**What needs to be done:**
Exact copies of all the lines below are needed, without the pictures.

Start of Working data

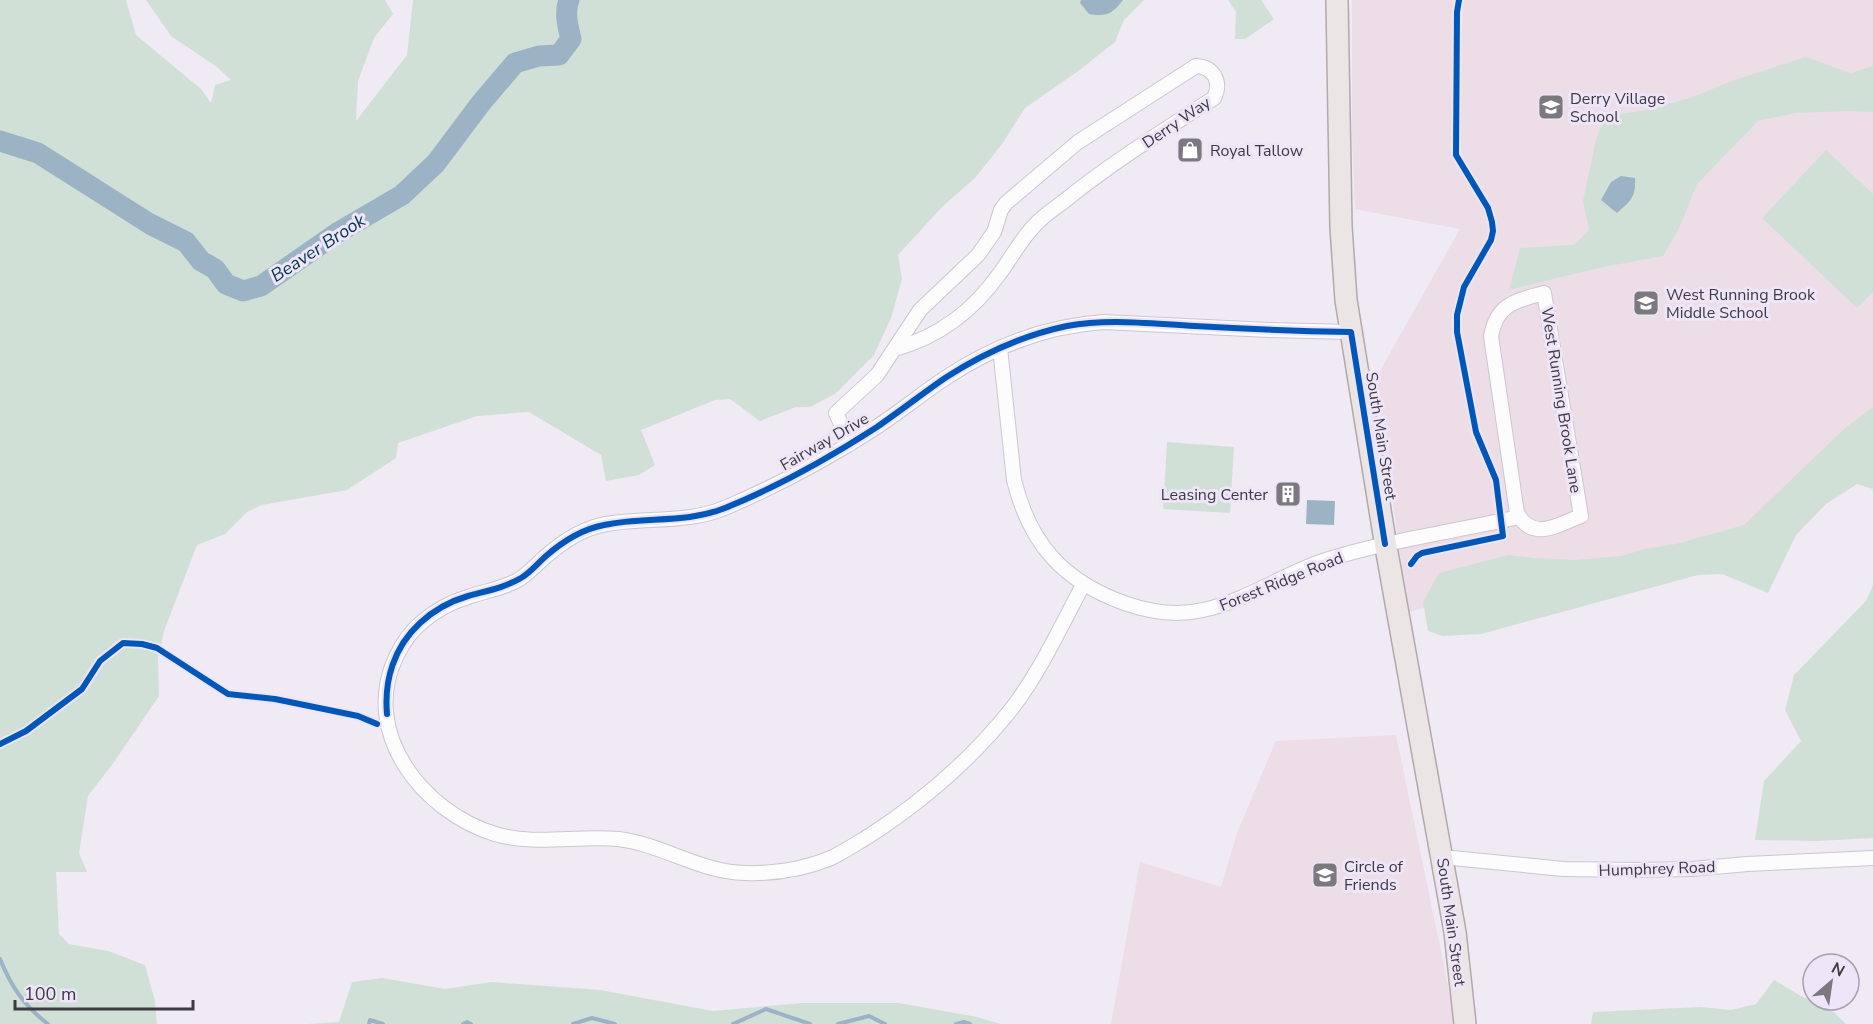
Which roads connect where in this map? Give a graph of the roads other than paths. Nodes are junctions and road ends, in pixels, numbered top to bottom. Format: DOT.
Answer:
graph roads {
  1 [pos="1337,0"];
  2 [pos="1351,332"];
  3 [pos="1000,348"];
  4 [pos="895,349"];
  5 [pos="850,444"];
  6 [pos="1519,517"];
  7 [pos="1385,544"];
  8 [pos="1083,585"];
  9 [pos="1442,857"];
  10 [pos="1873,858"];
  11 [pos="1465,1024"];
  1 -- 2 [label="main road, South Main Street"];
  2 -- 3 [label="street, Fairway Drive"];
  2 -- 7 [label="main road, South Main Street"];
  3 -- 5 [label="street, Fairway Drive"];
  3 -- 8 [label="street, Forest Ridge Road"];
  4 -- 4 [label="street, Derry Way"];
  4 -- 5 [label="street, Derry Way"];
  5 -- 8 [label="street, Fairway Drive"];
  6 -- 6 [label="street, West Running Brook Lane"];
  6 -- 7 [label="street"];
  7 -- 8 [label="street, Forest Ridge Road"];
  7 -- 9 [label="main road, South Main Street"];
  9 -- 10 [label="street, Humphrey Road"];
  9 -- 11 [label="main road, South Main Street"];
}
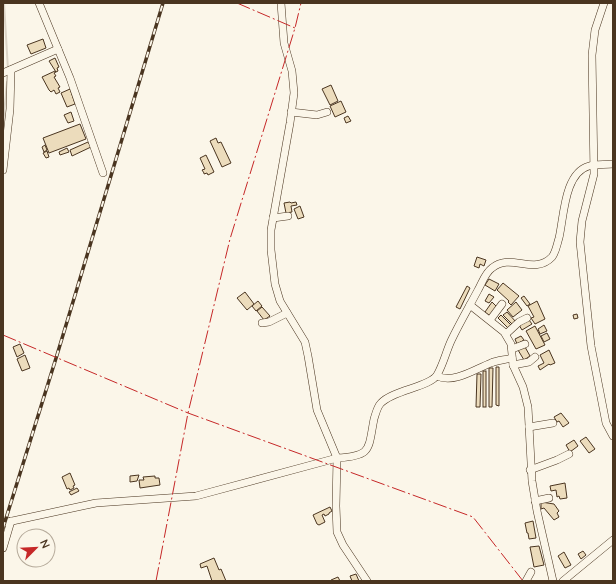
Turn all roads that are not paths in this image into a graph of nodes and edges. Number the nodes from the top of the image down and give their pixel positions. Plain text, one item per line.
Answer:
1 (38, 3) edge
2 (281, 3) edge
3 (604, 3) edge
4 (58, 49) junction
5 (11, 70) junction
6 (3, 73) edge
7 (291, 112) junction
8 (327, 112) dead end
9 (613, 164) edge
10 (595, 165) junction
11 (3, 170) edge
12 (103, 173) dead end
13 (288, 216) dead end
14 (273, 218) junction
15 (502, 304) dead end
16 (470, 305) junction
17 (287, 313) junction
18 (527, 318) dead end
19 (490, 320) junction
20 (262, 323) dead end
21 (506, 334) junction
22 (525, 344) dead end
23 (512, 349) junction
24 (535, 357) dead end
25 (513, 362) junction
26 (437, 376) junction
27 (553, 423) dead end
28 (529, 427) junction
29 (613, 436) edge
30 (569, 454) dead end
31 (337, 458) junction
32 (530, 470) junction
33 (549, 498) dead end
34 (535, 501) junction
35 (11, 521) junction
36 (3, 523) edge
37 (613, 540) edge
38 (3, 548) edge
39 (531, 572) dead end
40 (367, 581) edge
41 (526, 581) edge
42 (553, 581) edge
43 (563, 581) edge

1 - 4 street
2 - 7 street
3 - 10 street
4 - 5 street
4 - 12 street
5 - 6 street
5 - 11 street
7 - 8 street
7 - 14 street
9 - 10 street
10 - 16 street
10 - 29 street
13 - 14 street
14 - 17 street
15 - 19 street
16 - 19 street
16 - 26 street
17 - 20 street
17 - 31 street
18 - 21 street
19 - 21 street
21 - 23 street
22 - 23 street
23 - 25 street
24 - 25 street
25 - 26 street
25 - 28 street
26 - 31 street
27 - 28 street
28 - 32 street
30 - 32 street
31 - 35 street
31 - 40 street
32 - 34 street
33 - 34 street
34 - 42 street
35 - 36 street
35 - 38 street
37 - 43 street
39 - 41 street

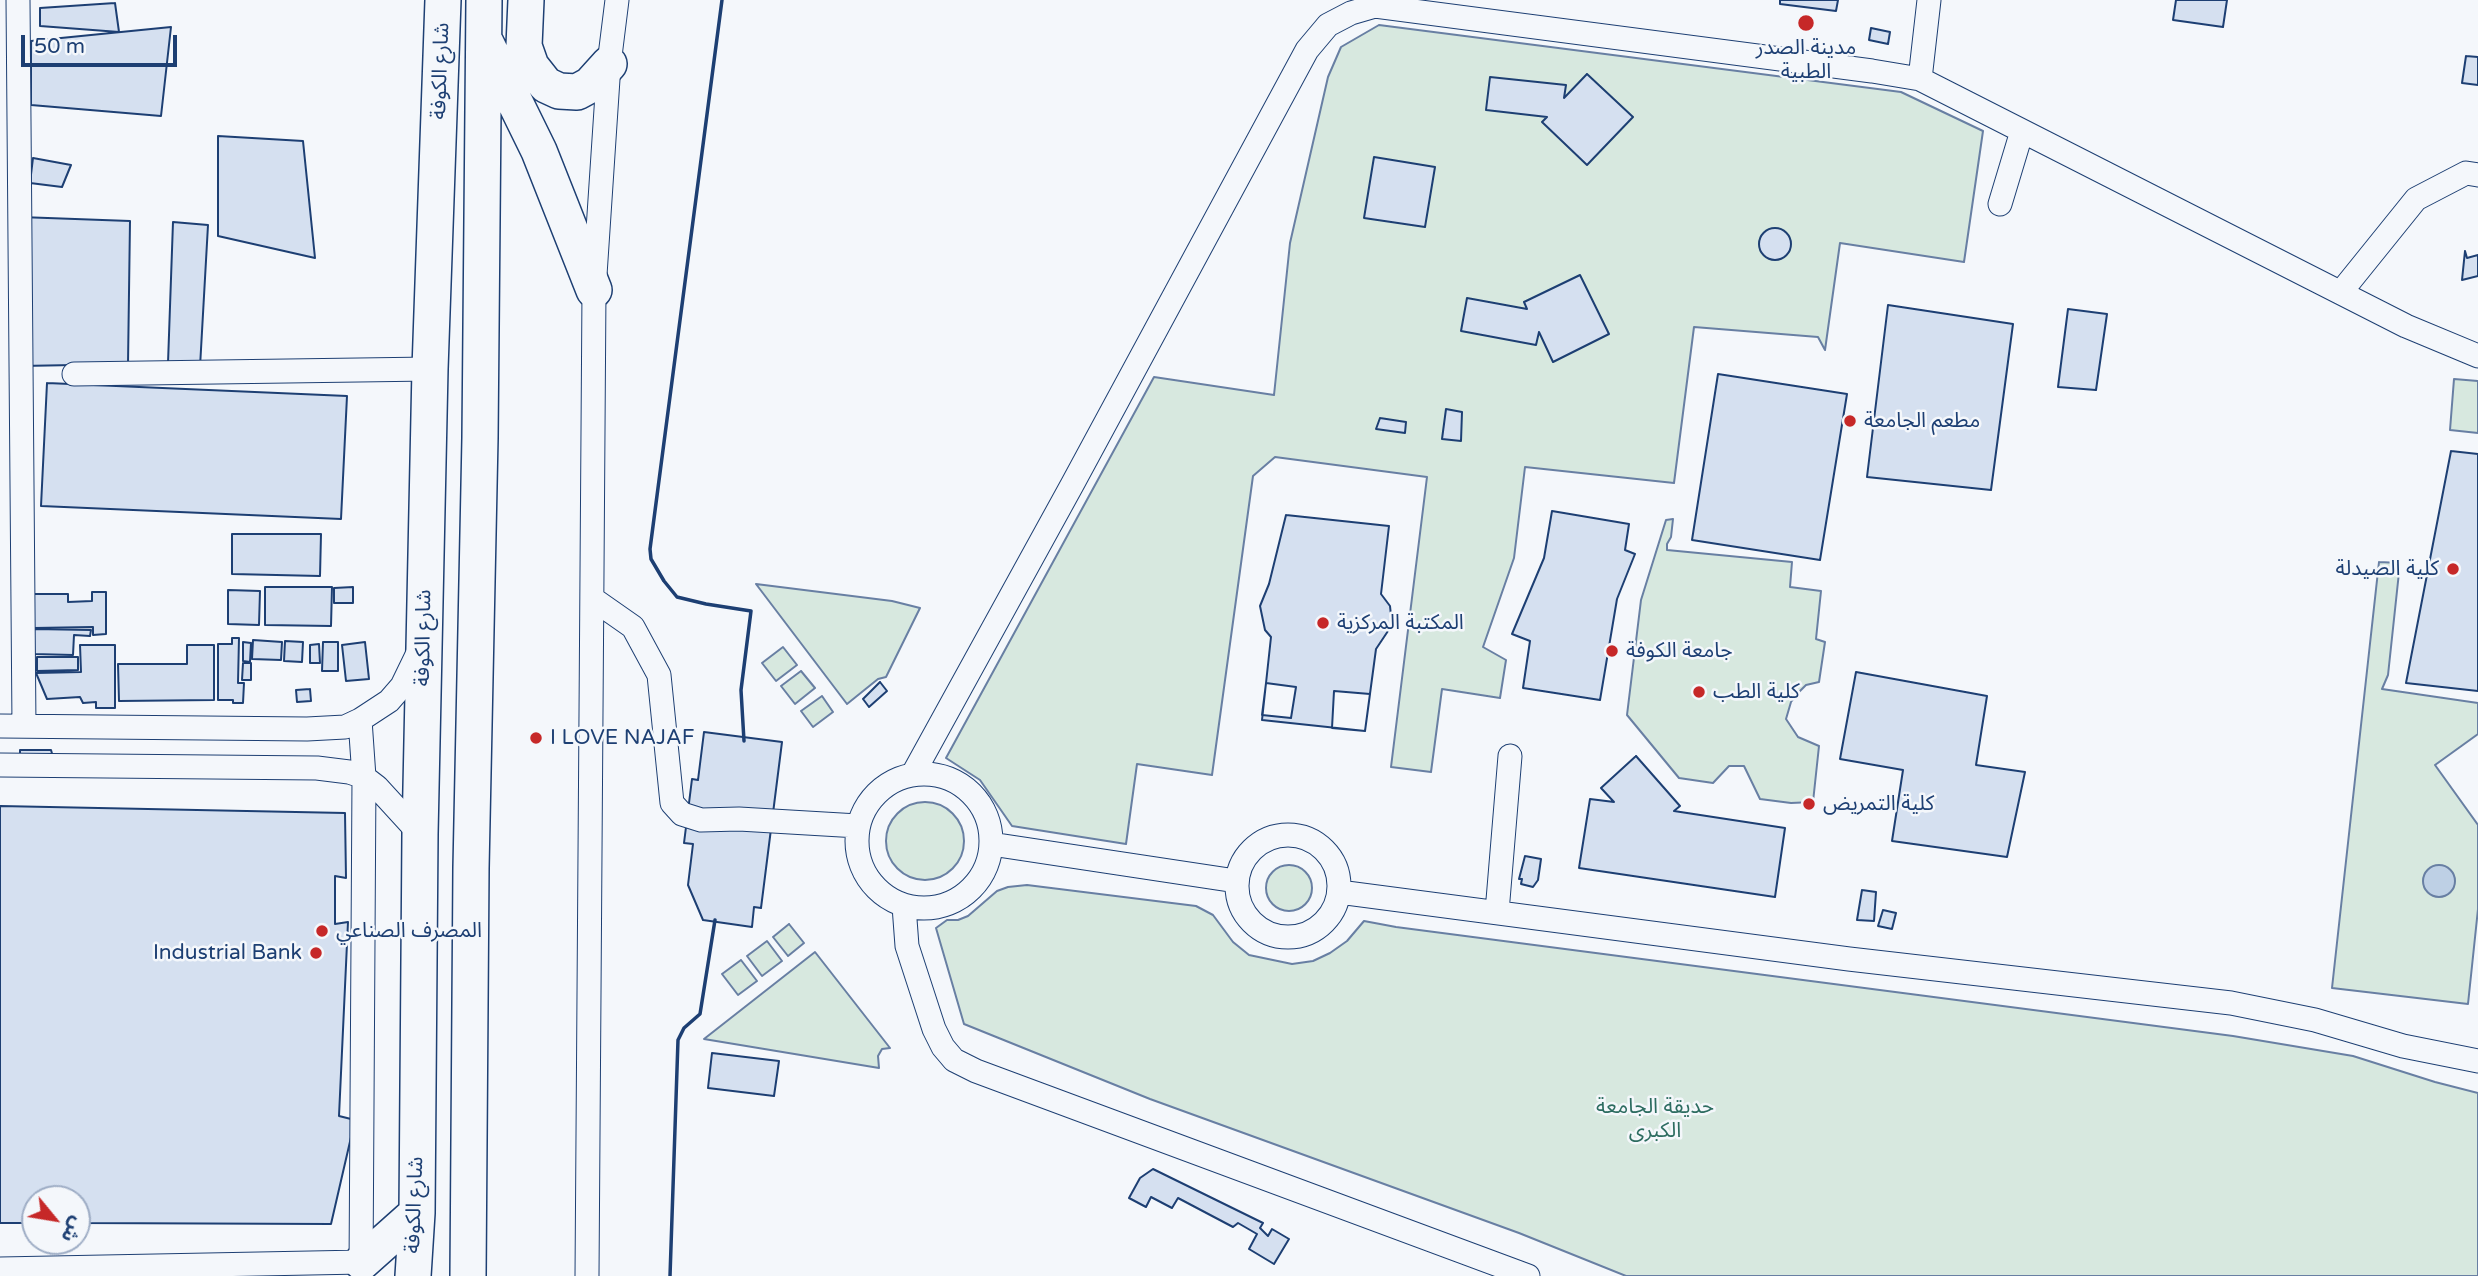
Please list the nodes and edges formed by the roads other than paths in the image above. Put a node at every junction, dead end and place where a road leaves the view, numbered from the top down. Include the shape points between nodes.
1 (18, 0) edge
2 (443, 0) edge
3 (484, 0) edge
4 (526, 0) edge
5 (617, 0) edge
6 (1929, 0) edge
7 (482, 36) junction
8 (609, 64) junction
9 (1920, 79) junction
10 (9, 85) edge
11 (2022, 131) junction
12 (2478, 175) edge
13 (2000, 204) dead end
14 (594, 290) junction
15 (2340, 292) junction
16 (2478, 356) edge
17 (430, 369) junction
18 (74, 374) dead end
19 (593, 599) junction
20 (424, 641) junction
21 (360, 720) junction
22 (0, 726) edge
23 (24, 726) junction
24 (1510, 756) dead end
25 (0, 765) edge
26 (913, 774) junction
27 (364, 778) junction
28 (858, 825) junction
29 (420, 834) junction
30 (991, 844) junction
31 (1236, 881) junction
32 (1339, 892) junction
33 (904, 906) junction
34 (1497, 912) junction
35 (2478, 1061) edge
36 (417, 1213) junction
37 (0, 1269) edge
38 (361, 1269) edge
39 (413, 1270) edge
40 (468, 1270) edge
41 (587, 1276) edge
42 (1528, 1276) edge

1 - 10 street
2 - 17 highway, شارع الكوفة
3 - 7 highway, شارع الكوفة
4 - 8 highway via 524,46 531,66 546,85 577,92
5 - 8 street
6 - 9 street
7 - 14 highway via 539,151
7 - 40 highway, شارع الكوفة
8 - 14 street
9 - 11 street
9 - 26 street via 1375,6 1328,25 1307,50
10 - 23 street
11 - 13 street
11 - 15 street
12 - 15 street via 2466,173 2416,199
14 - 19 street
15 - 16 street
17 - 18 street
17 - 20 highway, شارع الكوفة
19 - 28 street via 633,627 659,675 672,803 682,814 701,820
19 - 41 street
20 - 21 street via 402,686
20 - 29 highway, شارع الكوفة
21 - 23 street via 307,729
21 - 27 street
22 - 23 street
24 - 34 street
25 - 27 street via 317,768
26 - 28 street via 878,792
26 - 30 street via 952,779 969,790 982,806
27 - 29 street
27 - 38 street
28 - 33 street via 861,866 886,897
29 - 36 highway, شارع الكوفة
30 - 31 street
30 - 33 street via 987,864 963,896 944,905
31 - 32 street via 1237,899 1245,916 1273,936 1291,938 1324,924
31 - 32 street via 1249,852 1277,836 1293,835 1309,839 1333,861
32 - 34 street
33 - 42 street via 907,946 934,1028 954,1060
34 - 35 street via 2231,1003
36 - 38 highway
36 - 39 highway, شارع الكوفة
37 - 38 street
39 - 40 highway via 441,1274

End of Working data

**Output below:**
Which roads connect where in this map? Give a graph of the roads other than paths. Nodes are junctions and road ends, in pixels, numbered top to bottom. Format: DOT.
Answer:
graph roads {
  1 [pos="1337,0"];
  2 [pos="1351,332"];
  3 [pos="1000,348"];
  4 [pos="895,349"];
  5 [pos="850,444"];
  6 [pos="1519,517"];
  7 [pos="1385,544"];
  8 [pos="1083,585"];
  9 [pos="1442,857"];
  10 [pos="1873,858"];
  11 [pos="1465,1024"];
  1 -- 2 [label="main road, South Main Street"];
  2 -- 3 [label="street, Fairway Drive"];
  2 -- 7 [label="main road, South Main Street"];
  3 -- 5 [label="street, Fairway Drive"];
  3 -- 8 [label="street, Forest Ridge Road"];
  4 -- 4 [label="street, Derry Way"];
  4 -- 5 [label="street, Derry Way"];
  5 -- 8 [label="street, Fairway Drive"];
  6 -- 6 [label="street, West Running Brook Lane"];
  6 -- 7 [label="street"];
  7 -- 8 [label="street, Forest Ridge Road"];
  7 -- 9 [label="main road, South Main Street"];
  9 -- 10 [label="street, Humphrey Road"];
  9 -- 11 [label="main road, South Main Street"];
}
Turn all roads that are not paths in this image into a graph of nodes and edges. Number the nodes from the top of the image down and give their pixel positions. Plain text, one item per line.
Answer:
1 (38, 3) edge
2 (281, 3) edge
3 (604, 3) edge
4 (58, 49) junction
5 (11, 70) junction
6 (3, 73) edge
7 (291, 112) junction
8 (327, 112) dead end
9 (613, 164) edge
10 (595, 165) junction
11 (3, 170) edge
12 (103, 173) dead end
13 (288, 216) dead end
14 (273, 218) junction
15 (502, 304) dead end
16 (470, 305) junction
17 (287, 313) junction
18 (527, 318) dead end
19 (490, 320) junction
20 (262, 323) dead end
21 (506, 334) junction
22 (525, 344) dead end
23 (512, 349) junction
24 (535, 357) dead end
25 (513, 362) junction
26 (437, 376) junction
27 (553, 423) dead end
28 (529, 427) junction
29 (613, 436) edge
30 (569, 454) dead end
31 (337, 458) junction
32 (530, 470) junction
33 (549, 498) dead end
34 (535, 501) junction
35 (11, 521) junction
36 (3, 523) edge
37 (613, 540) edge
38 (3, 548) edge
39 (531, 572) dead end
40 (367, 581) edge
41 (526, 581) edge
42 (553, 581) edge
43 (563, 581) edge

1 - 4 street
2 - 7 street
3 - 10 street
4 - 5 street
4 - 12 street
5 - 6 street
5 - 11 street
7 - 8 street
7 - 14 street
9 - 10 street
10 - 16 street
10 - 29 street
13 - 14 street
14 - 17 street
15 - 19 street
16 - 19 street
16 - 26 street
17 - 20 street
17 - 31 street
18 - 21 street
19 - 21 street
21 - 23 street
22 - 23 street
23 - 25 street
24 - 25 street
25 - 26 street
25 - 28 street
26 - 31 street
27 - 28 street
28 - 32 street
30 - 32 street
31 - 35 street
31 - 40 street
32 - 34 street
33 - 34 street
34 - 42 street
35 - 36 street
35 - 38 street
37 - 43 street
39 - 41 street

Please list the nodes and edges formed by the roads other than paths in the image above. Put a node at every junction, dead end and place where a road leaves the view, numbered from the top down. Include the shape points between nodes.
1 (18, 0) edge
2 (443, 0) edge
3 (484, 0) edge
4 (526, 0) edge
5 (617, 0) edge
6 (1929, 0) edge
7 (482, 36) junction
8 (609, 64) junction
9 (1920, 79) junction
10 (9, 85) edge
11 (2022, 131) junction
12 (2478, 175) edge
13 (2000, 204) dead end
14 (594, 290) junction
15 (2340, 292) junction
16 (2478, 356) edge
17 (430, 369) junction
18 (74, 374) dead end
19 (593, 599) junction
20 (424, 641) junction
21 (360, 720) junction
22 (0, 726) edge
23 (24, 726) junction
24 (1510, 756) dead end
25 (0, 765) edge
26 (913, 774) junction
27 (364, 778) junction
28 (858, 825) junction
29 (420, 834) junction
30 (991, 844) junction
31 (1236, 881) junction
32 (1339, 892) junction
33 (904, 906) junction
34 (1497, 912) junction
35 (2478, 1061) edge
36 (417, 1213) junction
37 (0, 1269) edge
38 (361, 1269) edge
39 (413, 1270) edge
40 (468, 1270) edge
41 (587, 1276) edge
42 (1528, 1276) edge

1 - 10 street
2 - 17 highway, شارع الكوفة
3 - 7 highway, شارع الكوفة
4 - 8 highway via 524,46 531,66 546,85 577,92
5 - 8 street
6 - 9 street
7 - 14 highway via 539,151
7 - 40 highway, شارع الكوفة
8 - 14 street
9 - 11 street
9 - 26 street via 1375,6 1328,25 1307,50
10 - 23 street
11 - 13 street
11 - 15 street
12 - 15 street via 2466,173 2416,199
14 - 19 street
15 - 16 street
17 - 18 street
17 - 20 highway, شارع الكوفة
19 - 28 street via 633,627 659,675 672,803 682,814 701,820
19 - 41 street
20 - 21 street via 402,686
20 - 29 highway, شارع الكوفة
21 - 23 street via 307,729
21 - 27 street
22 - 23 street
24 - 34 street
25 - 27 street via 317,768
26 - 28 street via 878,792
26 - 30 street via 952,779 969,790 982,806
27 - 29 street
27 - 38 street
28 - 33 street via 861,866 886,897
29 - 36 highway, شارع الكوفة
30 - 31 street
30 - 33 street via 987,864 963,896 944,905
31 - 32 street via 1237,899 1245,916 1273,936 1291,938 1324,924
31 - 32 street via 1249,852 1277,836 1293,835 1309,839 1333,861
32 - 34 street
33 - 42 street via 907,946 934,1028 954,1060
34 - 35 street via 2231,1003
36 - 38 highway
36 - 39 highway, شارع الكوفة
37 - 38 street
39 - 40 highway via 441,1274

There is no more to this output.